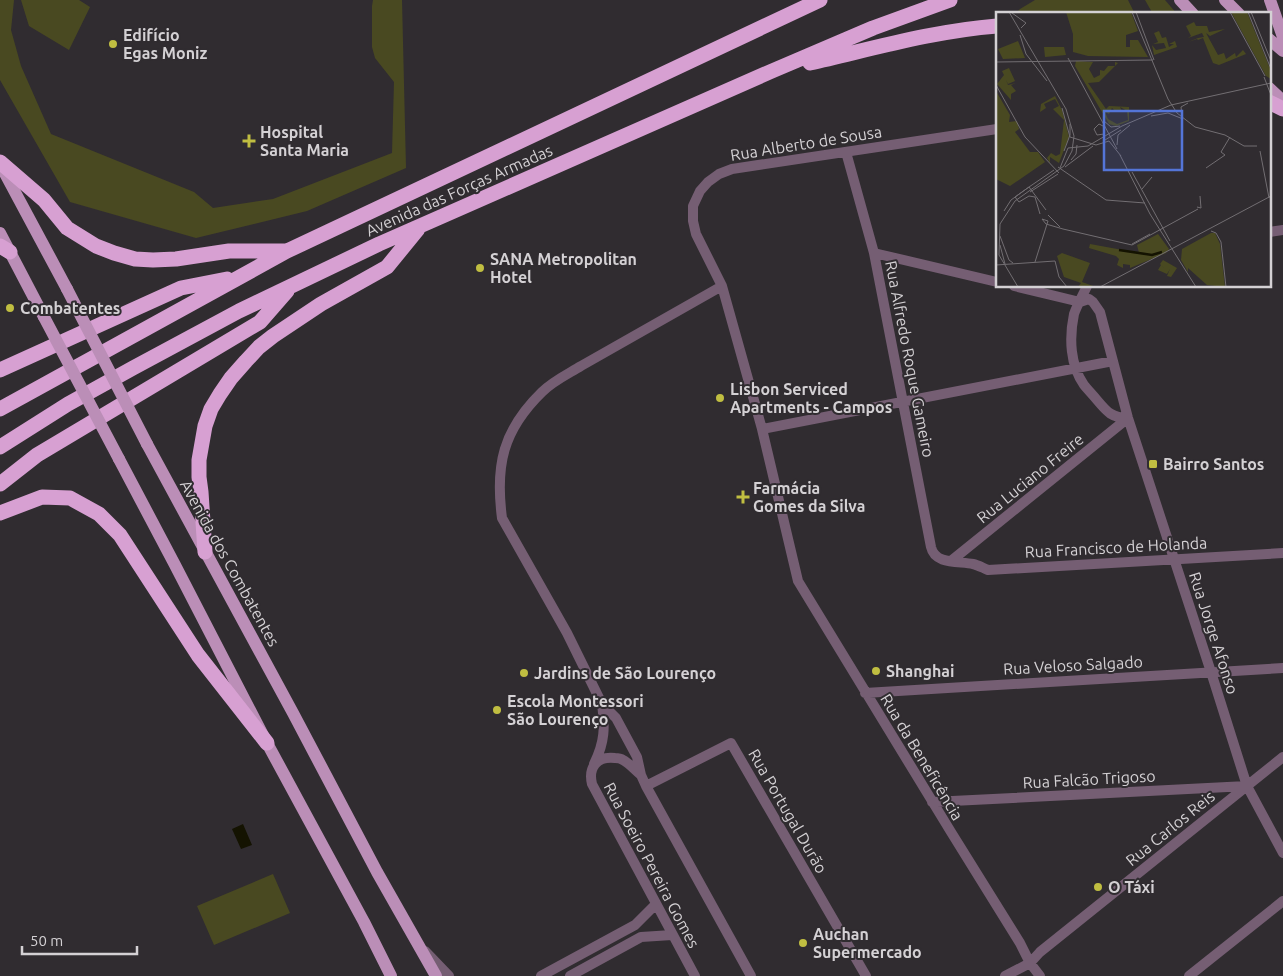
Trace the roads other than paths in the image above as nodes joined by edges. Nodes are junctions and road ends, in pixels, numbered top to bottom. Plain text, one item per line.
1 (812, 0) edge
2 (820, 0) edge
3 (950, 0) edge
4 (1180, 0) edge
5 (1225, 0) edge
6 (1270, 0) edge
7 (794, 11) junction
8 (1191, 12) edge
9 (1238, 12) edge
10 (996, 26) edge
11 (1283, 37) edge
12 (1270, 40) edge
13 (1283, 51) edge
14 (772, 71) junction
15 (1270, 89) edge
16 (1283, 101) edge
17 (1270, 102) edge
18 (1283, 109) edge
19 (996, 129) edge
20 (846, 152) junction
21 (0, 163) edge
22 (420, 226) junction
23 (1283, 230) edge
24 (1270, 232) edge
25 (0, 233) edge
26 (5, 249) edge
27 (287, 251) junction
28 (874, 253) junction
29 (241, 276) junction
30 (996, 282) edge
31 (291, 286) junction
32 (722, 286) junction
33 (1022, 288) edge
34 (1086, 288) edge
35 (1080, 302) junction
36 (1113, 361) junction
37 (1076, 368) junction
38 (0, 370) edge
39 (903, 402) junction
40 (0, 409) edge
41 (1128, 418) junction
42 (762, 429) junction
43 (0, 447) edge
44 (0, 484) edge
45 (0, 513) edge
46 (205, 552) junction
47 (1283, 553) edge
48 (1174, 559) junction
49 (951, 561) junction
50 (1283, 668) edge
51 (1212, 672) junction
52 (865, 693) junction
53 (602, 704) junction
54 (267, 744) junction
55 (1283, 756) edge
56 (593, 767) junction
57 (641, 775) junction
58 (646, 786) junction
59 (1247, 786) junction
60 (932, 802) junction
61 (1283, 853) edge
62 (1283, 901) edge
63 (656, 904) junction
64 (672, 935) junction
65 (418, 944) junction
66 (1030, 962) junction
67 (391, 976) edge
68 (436, 976) edge
69 (449, 976) edge
70 (541, 976) edge
71 (570, 976) edge
72 (695, 976) edge
73 (751, 976) edge
74 (866, 976) edge
75 (1006, 976) edge
76 (1040, 976) edge
77 (1189, 976) edge

1 - 7 highway
2 - 7 highway, Avenida das Forças Armadas
3 - 14 highway, Avenida das Forças Armadas
4 - 8 main road
5 - 9 main road
6 - 11 main road
7 - 27 highway, Avenida das Forças Armadas
10 - 14 highway
12 - 13 main road
14 - 22 highway, Avenida das Forças Armadas
15 - 16 main road
17 - 18 highway
19 - 20 street, Rua Alberto de Sousa
20 - 28 street, Rua Alfredo Roque Gameiro
20 - 32 street, Rua Alberto de Sousa
21 - 27 highway
21 - 46 main road, Avenida dos Combatentes, bridge
22 - 31 highway, Avenida das Forças Armadas
22 - 46 highway
23 - 24 street
25 - 26 main road
26 - 54 main road, bridge
27 - 29 highway, Avenida das Forças Armadas
28 - 30 street
28 - 39 street, Rua Alfredo Roque Gameiro
29 - 38 highway
29 - 40 highway, Avenida das Forças Armadas
31 - 43 highway, Avenida das Forças Armadas
31 - 44 highway
32 - 42 street, Rua da Beneficência
32 - 53 street, Rua Soeiro Pereira Gomes
33 - 35 street
34 - 35 street
35 - 36 street, Rua Jorge Afonso
35 - 37 street
36 - 37 street
36 - 41 street, Rua Jorge Afonso
37 - 39 street
37 - 41 street
39 - 42 street
39 - 49 street, Rua Alfredo Roque Gameiro
41 - 48 street, Rua Jorge Afonso
41 - 49 street, Rua Luciano Freire
42 - 52 street, Rua da Beneficência
45 - 54 highway
46 - 65 main road, Avenida dos Combatentes
47 - 48 street, Rua Francisco de Holanda
48 - 49 street, Rua Francisco de Holanda
48 - 51 street, Rua Jorge Afonso
50 - 51 street, Rua Veloso Salgado
51 - 52 street, Rua Veloso Salgado
51 - 59 street, Rua Jorge Afonso
52 - 60 street, Rua da Beneficência
53 - 56 street, Rua Soeiro Pereira Gomes
53 - 57 street, Rua Soeiro Pereira Gomes
54 - 67 main road
55 - 59 street, Rua Carlos Reis
56 - 57 street, Rua Soeiro Pereira Gomes
56 - 63 street, Rua Soeiro Pereira Gomes
57 - 58 street, Rua Soeiro Pereira Gomes
58 - 73 street, Rua Soeiro Pereira Gomes
58 - 74 street, Rua Portugal Durão
59 - 60 street, Rua Falcão Trigoso
59 - 61 street, Rua Jorge Afonso
59 - 66 street, Rua Carlos Reis
60 - 66 street, Rua da Beneficência
62 - 77 street
63 - 64 street, Rua Soeiro Pereira Gomes
63 - 70 street
64 - 71 street
64 - 72 street, Rua Soeiro Pereira Gomes
65 - 68 main road, Avenida dos Combatentes
65 - 69 street
66 - 75 street, Rua Carlos Reis
66 - 76 street, Rua da Beneficência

┄┄┄┄┄┄┄┄┄┄┄┄┄┄┄┄┄┄┄┄

If a line in the entries above contains the word "Pereira", copy it.

32 - 53 street, Rua Soeiro Pereira Gomes
53 - 56 street, Rua Soeiro Pereira Gomes
53 - 57 street, Rua Soeiro Pereira Gomes
56 - 57 street, Rua Soeiro Pereira Gomes
56 - 63 street, Rua Soeiro Pereira Gomes
57 - 58 street, Rua Soeiro Pereira Gomes
58 - 73 street, Rua Soeiro Pereira Gomes
63 - 64 street, Rua Soeiro Pereira Gomes
64 - 72 street, Rua Soeiro Pereira Gomes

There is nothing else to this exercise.